- Extracted entries

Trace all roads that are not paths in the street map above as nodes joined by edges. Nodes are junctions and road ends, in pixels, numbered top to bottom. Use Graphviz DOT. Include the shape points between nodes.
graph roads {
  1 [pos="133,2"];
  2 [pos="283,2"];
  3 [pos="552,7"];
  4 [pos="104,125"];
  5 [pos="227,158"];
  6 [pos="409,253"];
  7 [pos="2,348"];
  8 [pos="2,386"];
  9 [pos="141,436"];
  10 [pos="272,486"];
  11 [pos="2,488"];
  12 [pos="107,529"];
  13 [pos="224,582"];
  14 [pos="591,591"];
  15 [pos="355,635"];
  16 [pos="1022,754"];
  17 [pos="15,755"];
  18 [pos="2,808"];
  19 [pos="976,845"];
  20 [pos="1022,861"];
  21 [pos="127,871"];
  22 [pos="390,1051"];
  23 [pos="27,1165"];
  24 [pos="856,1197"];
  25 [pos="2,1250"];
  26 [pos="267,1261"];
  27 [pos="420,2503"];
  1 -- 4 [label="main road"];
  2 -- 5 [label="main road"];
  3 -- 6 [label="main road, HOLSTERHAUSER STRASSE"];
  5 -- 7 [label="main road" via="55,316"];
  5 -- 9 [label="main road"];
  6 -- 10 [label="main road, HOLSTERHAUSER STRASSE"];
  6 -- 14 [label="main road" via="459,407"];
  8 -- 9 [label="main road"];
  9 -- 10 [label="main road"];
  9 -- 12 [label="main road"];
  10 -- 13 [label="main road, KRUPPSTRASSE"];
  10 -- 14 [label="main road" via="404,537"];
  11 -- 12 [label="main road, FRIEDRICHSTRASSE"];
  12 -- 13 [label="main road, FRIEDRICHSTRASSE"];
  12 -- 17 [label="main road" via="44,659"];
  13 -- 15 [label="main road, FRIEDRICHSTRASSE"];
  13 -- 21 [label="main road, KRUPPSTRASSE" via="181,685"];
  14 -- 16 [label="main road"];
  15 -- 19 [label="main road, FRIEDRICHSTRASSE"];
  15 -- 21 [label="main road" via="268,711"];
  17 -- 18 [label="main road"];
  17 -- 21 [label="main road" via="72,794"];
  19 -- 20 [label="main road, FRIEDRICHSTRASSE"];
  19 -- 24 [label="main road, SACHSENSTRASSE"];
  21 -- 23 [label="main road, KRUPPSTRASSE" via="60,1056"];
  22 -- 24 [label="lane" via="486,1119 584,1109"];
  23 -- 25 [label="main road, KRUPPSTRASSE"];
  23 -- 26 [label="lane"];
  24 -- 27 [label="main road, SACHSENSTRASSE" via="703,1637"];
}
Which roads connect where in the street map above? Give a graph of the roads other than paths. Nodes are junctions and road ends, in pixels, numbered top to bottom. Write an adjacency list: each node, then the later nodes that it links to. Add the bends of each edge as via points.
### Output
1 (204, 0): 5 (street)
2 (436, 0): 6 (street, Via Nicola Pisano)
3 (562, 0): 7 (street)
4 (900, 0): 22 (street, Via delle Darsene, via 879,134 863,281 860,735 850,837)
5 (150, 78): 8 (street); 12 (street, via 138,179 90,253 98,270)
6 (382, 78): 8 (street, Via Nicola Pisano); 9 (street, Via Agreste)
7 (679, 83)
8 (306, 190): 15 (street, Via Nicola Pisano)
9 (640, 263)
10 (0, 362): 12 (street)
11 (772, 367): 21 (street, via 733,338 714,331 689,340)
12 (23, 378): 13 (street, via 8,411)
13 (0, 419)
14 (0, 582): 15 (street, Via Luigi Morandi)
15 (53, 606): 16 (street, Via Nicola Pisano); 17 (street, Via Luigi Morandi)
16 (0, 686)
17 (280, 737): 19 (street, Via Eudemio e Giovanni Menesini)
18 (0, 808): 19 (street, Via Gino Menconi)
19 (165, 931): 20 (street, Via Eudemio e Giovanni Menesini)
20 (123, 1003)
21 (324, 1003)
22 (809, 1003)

- Problem requirements
Extract the full listing and reproduce each line exactly.

- Answer area
Trace all roads that are not paths in the street map above as nodes joined by edges. Nodes are junctions and road ends, in pixels, numbered top to bottom. Use Graphviz DOT. Include the shape points between nodes.
graph roads {
  1 [pos="133,2"];
  2 [pos="283,2"];
  3 [pos="552,7"];
  4 [pos="104,125"];
  5 [pos="227,158"];
  6 [pos="409,253"];
  7 [pos="2,348"];
  8 [pos="2,386"];
  9 [pos="141,436"];
  10 [pos="272,486"];
  11 [pos="2,488"];
  12 [pos="107,529"];
  13 [pos="224,582"];
  14 [pos="591,591"];
  15 [pos="355,635"];
  16 [pos="1022,754"];
  17 [pos="15,755"];
  18 [pos="2,808"];
  19 [pos="976,845"];
  20 [pos="1022,861"];
  21 [pos="127,871"];
  22 [pos="390,1051"];
  23 [pos="27,1165"];
  24 [pos="856,1197"];
  25 [pos="2,1250"];
  26 [pos="267,1261"];
  27 [pos="420,2503"];
  1 -- 4 [label="main road"];
  2 -- 5 [label="main road"];
  3 -- 6 [label="main road, HOLSTERHAUSER STRASSE"];
  5 -- 7 [label="main road" via="55,316"];
  5 -- 9 [label="main road"];
  6 -- 10 [label="main road, HOLSTERHAUSER STRASSE"];
  6 -- 14 [label="main road" via="459,407"];
  8 -- 9 [label="main road"];
  9 -- 10 [label="main road"];
  9 -- 12 [label="main road"];
  10 -- 13 [label="main road, KRUPPSTRASSE"];
  10 -- 14 [label="main road" via="404,537"];
  11 -- 12 [label="main road, FRIEDRICHSTRASSE"];
  12 -- 13 [label="main road, FRIEDRICHSTRASSE"];
  12 -- 17 [label="main road" via="44,659"];
  13 -- 15 [label="main road, FRIEDRICHSTRASSE"];
  13 -- 21 [label="main road, KRUPPSTRASSE" via="181,685"];
  14 -- 16 [label="main road"];
  15 -- 19 [label="main road, FRIEDRICHSTRASSE"];
  15 -- 21 [label="main road" via="268,711"];
  17 -- 18 [label="main road"];
  17 -- 21 [label="main road" via="72,794"];
  19 -- 20 [label="main road, FRIEDRICHSTRASSE"];
  19 -- 24 [label="main road, SACHSENSTRASSE"];
  21 -- 23 [label="main road, KRUPPSTRASSE" via="60,1056"];
  22 -- 24 [label="lane" via="486,1119 584,1109"];
  23 -- 25 [label="main road, KRUPPSTRASSE"];
  23 -- 26 [label="lane"];
  24 -- 27 [label="main road, SACHSENSTRASSE" via="703,1637"];
}
Which roads connect where in the street map above? Give a graph of the roads other than paths. Nodes are junctions and road ends, in pixels, numbered top to bottom. Write an adjacency list: each node, then the later nodes that it links to. Add the bends of each edge as via points.
### Output
1 (204, 0): 5 (street)
2 (436, 0): 6 (street, Via Nicola Pisano)
3 (562, 0): 7 (street)
4 (900, 0): 22 (street, Via delle Darsene, via 879,134 863,281 860,735 850,837)
5 (150, 78): 8 (street); 12 (street, via 138,179 90,253 98,270)
6 (382, 78): 8 (street, Via Nicola Pisano); 9 (street, Via Agreste)
7 (679, 83)
8 (306, 190): 15 (street, Via Nicola Pisano)
9 (640, 263)
10 (0, 362): 12 (street)
11 (772, 367): 21 (street, via 733,338 714,331 689,340)
12 (23, 378): 13 (street, via 8,411)
13 (0, 419)
14 (0, 582): 15 (street, Via Luigi Morandi)
15 (53, 606): 16 (street, Via Nicola Pisano); 17 (street, Via Luigi Morandi)
16 (0, 686)
17 (280, 737): 19 (street, Via Eudemio e Giovanni Menesini)
18 (0, 808): 19 (street, Via Gino Menconi)
19 (165, 931): 20 (street, Via Eudemio e Giovanni Menesini)
20 (123, 1003)
21 (324, 1003)
22 (809, 1003)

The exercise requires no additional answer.